You don’t need to be a Sex and the City mega fan or (even an occasional viewer) to know that the Cosmopolitan is basically its own character in the series. The cocktail is so inextricably associated with the show that some people think it was invented by Carrie Bradshaw herself. (Spoiler, it wasn’t, but Google searches for “Did SATC invent the Cosmopolitan” really do exist on the internet.) We loved the show enough to bring it back, so what about the Cosmo?
The show didn’t invent the cocktail, but its origins are murky. According to food reporter Priya Krishna’s definitive history, it might’ve been invented as early as the 1930s, some version of it was definitely popular in the gay bar scene of the 1980s and it’s widely credited as being modernized by New York City bartender Toby Cecchini in the ’90s, ten years prior to SATC.
Like crop tops, brown lipstick and sun-dried tomatoes, the nature of trends is circular.
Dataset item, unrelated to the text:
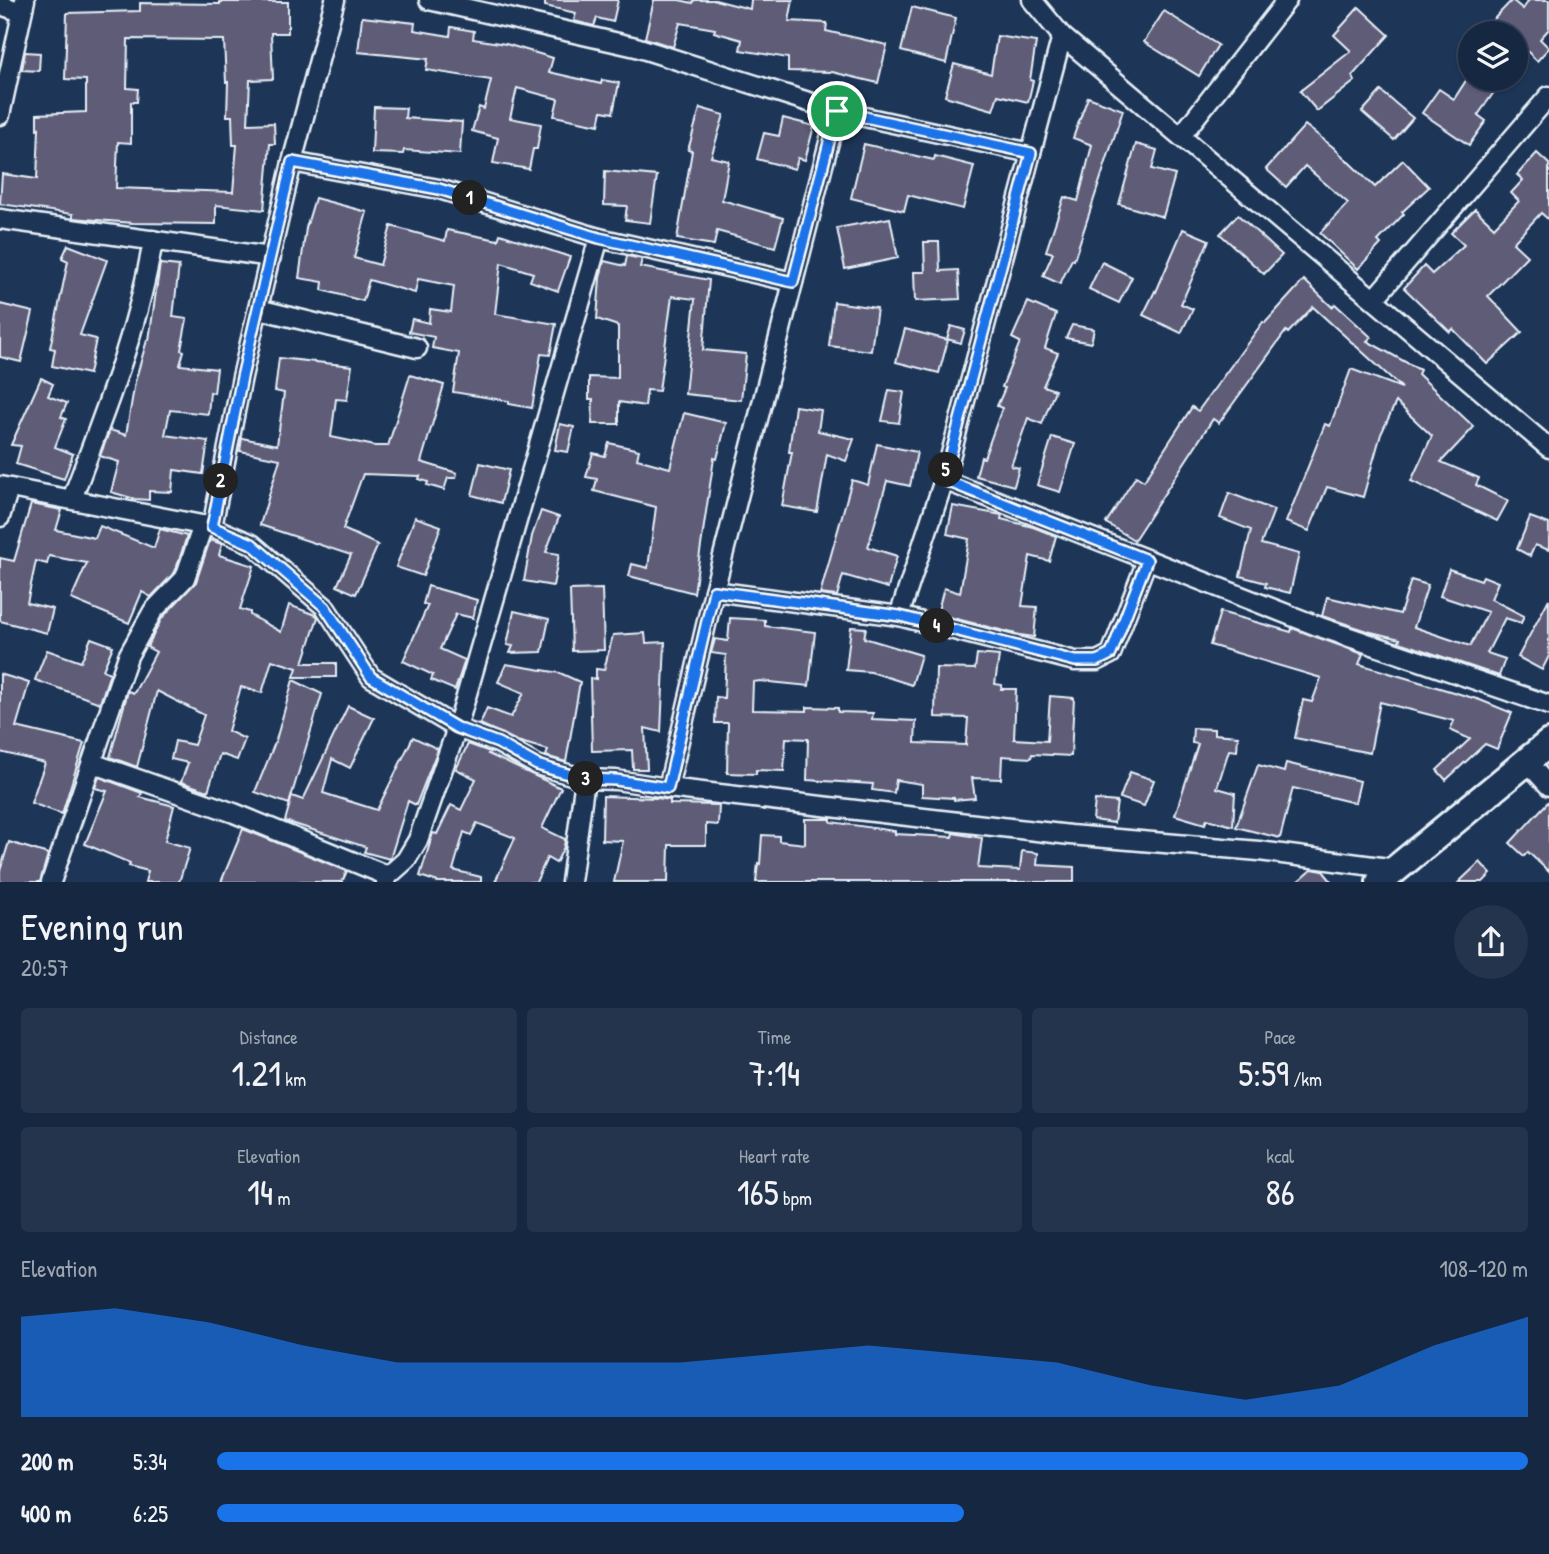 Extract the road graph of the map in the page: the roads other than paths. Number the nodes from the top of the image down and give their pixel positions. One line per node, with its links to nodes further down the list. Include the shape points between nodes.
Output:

There’s the underground-cool phase, the peak of mainstream popularity and the return to obscurity. By the time the show aired, the drink was already verging on overexposed.
What’s most irksome though, is that here, it’s not just about overexposure. After all, the espresso martini—another trendy ’90s drink—has seen a recent resurgence. So why all the continued hate for the tart, pink drink?